China’s struggling housing sector will see a sharper downturn this year than previously thought, marking the fifth consecutive year of decline and pushing back any hopes for recovery, according to a report released Thursday by S&P Global Ratings.

The credit rating firm now expects new home sales to drop 8% compared to last year, landing somewhere between $1.23 trillion (8.8 trillion yuan) to $1.26 trillion (9 trillion yuan). This marks a significant shift from the firm’s earlier forecast in May, when analysts had predicted only a 3% decline. 

Back then, experts thought that trade tensions and other external pressures would force Chinese authorities to roll out larger programs to prop up the housing sector, explained Edward Chan of S&P Global Ratings, in comments to CNBC.

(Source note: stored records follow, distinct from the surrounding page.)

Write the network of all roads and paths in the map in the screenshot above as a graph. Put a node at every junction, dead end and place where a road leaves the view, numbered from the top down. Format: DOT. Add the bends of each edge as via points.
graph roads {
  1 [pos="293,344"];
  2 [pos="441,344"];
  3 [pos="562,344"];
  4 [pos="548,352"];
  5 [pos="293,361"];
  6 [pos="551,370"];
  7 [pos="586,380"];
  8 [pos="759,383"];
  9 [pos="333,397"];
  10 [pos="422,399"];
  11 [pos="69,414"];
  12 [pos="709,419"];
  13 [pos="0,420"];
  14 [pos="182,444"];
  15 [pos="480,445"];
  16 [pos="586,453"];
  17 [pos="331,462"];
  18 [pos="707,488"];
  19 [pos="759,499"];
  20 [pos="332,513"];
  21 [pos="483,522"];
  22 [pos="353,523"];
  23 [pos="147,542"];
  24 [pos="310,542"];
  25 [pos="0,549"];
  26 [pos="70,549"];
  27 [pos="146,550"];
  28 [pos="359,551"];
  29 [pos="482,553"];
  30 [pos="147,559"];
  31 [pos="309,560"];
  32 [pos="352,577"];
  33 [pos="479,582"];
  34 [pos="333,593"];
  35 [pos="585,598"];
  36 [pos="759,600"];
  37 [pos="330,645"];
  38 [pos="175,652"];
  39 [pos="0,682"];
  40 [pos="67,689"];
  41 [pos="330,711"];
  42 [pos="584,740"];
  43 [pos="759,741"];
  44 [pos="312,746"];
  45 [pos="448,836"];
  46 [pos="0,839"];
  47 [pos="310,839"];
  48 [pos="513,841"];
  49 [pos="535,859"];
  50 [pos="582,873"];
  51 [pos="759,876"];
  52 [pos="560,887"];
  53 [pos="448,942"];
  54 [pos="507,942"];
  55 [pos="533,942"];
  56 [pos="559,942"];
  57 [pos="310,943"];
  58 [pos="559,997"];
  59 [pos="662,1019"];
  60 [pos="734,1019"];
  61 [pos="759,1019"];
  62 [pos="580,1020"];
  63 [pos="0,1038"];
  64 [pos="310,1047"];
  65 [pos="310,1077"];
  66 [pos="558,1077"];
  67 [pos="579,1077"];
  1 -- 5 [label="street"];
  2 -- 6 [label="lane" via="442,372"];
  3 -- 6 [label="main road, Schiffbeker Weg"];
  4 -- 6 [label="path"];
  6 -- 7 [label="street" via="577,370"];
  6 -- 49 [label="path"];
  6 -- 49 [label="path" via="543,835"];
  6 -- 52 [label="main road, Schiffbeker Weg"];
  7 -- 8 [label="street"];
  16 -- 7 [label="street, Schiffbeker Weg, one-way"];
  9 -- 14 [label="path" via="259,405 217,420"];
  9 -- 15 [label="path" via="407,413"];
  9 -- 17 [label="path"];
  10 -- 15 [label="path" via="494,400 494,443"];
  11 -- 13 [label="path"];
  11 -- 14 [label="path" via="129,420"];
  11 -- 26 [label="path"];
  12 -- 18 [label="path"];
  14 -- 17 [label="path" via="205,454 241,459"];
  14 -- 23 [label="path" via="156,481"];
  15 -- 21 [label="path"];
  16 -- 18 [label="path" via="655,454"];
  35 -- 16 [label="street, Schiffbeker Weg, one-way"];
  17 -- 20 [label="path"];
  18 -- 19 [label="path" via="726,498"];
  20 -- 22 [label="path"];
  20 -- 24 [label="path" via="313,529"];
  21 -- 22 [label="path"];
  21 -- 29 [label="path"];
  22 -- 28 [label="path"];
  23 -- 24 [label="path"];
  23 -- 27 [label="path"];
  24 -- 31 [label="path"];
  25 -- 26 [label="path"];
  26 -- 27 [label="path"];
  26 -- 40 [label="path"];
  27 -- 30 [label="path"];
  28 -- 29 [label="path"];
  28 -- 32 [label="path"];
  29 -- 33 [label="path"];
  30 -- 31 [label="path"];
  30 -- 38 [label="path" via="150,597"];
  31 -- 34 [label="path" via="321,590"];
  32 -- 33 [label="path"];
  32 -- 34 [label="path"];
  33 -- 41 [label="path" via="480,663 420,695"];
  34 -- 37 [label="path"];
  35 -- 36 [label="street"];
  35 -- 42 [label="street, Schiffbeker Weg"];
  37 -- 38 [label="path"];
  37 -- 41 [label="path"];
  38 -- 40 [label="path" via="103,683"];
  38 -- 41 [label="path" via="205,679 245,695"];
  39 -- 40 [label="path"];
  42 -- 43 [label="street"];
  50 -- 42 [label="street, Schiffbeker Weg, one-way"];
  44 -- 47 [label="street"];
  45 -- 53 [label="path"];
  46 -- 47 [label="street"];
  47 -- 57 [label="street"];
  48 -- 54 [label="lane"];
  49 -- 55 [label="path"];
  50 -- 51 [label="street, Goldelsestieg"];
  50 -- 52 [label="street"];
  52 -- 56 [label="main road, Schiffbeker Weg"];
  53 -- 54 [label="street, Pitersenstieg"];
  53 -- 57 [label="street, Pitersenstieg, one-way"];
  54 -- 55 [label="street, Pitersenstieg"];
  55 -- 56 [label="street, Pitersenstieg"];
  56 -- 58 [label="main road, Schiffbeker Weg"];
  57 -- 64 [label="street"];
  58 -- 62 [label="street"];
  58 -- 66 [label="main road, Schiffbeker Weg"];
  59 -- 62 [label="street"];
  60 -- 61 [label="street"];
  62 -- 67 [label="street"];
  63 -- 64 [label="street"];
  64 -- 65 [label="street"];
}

The primary factor behind the darker outlook is simple: buyers remain nervous about purchasing homes. “So the government will need to continue to support the sector and demand to help restore homebuyers’ confidence,” Chan stated.

Last September, Chinese leaders held an important meeting where they pledged to stop the real estate slide. However, after introducing several new policies last year, political energy behind additional support measures seems to have weakened.

China’s property market weakens as policy easing slows

S&P pointed out that China’s five-year loan prime rate, which serves as the reference point for most home loans, has only dropped by 0.1% in 2025 so far. That compares to a much larger 0.6% cut throughout 2024, suggesting authorities aren’t loosening policy as forcefully as they did before, even with the housing sector still struggling.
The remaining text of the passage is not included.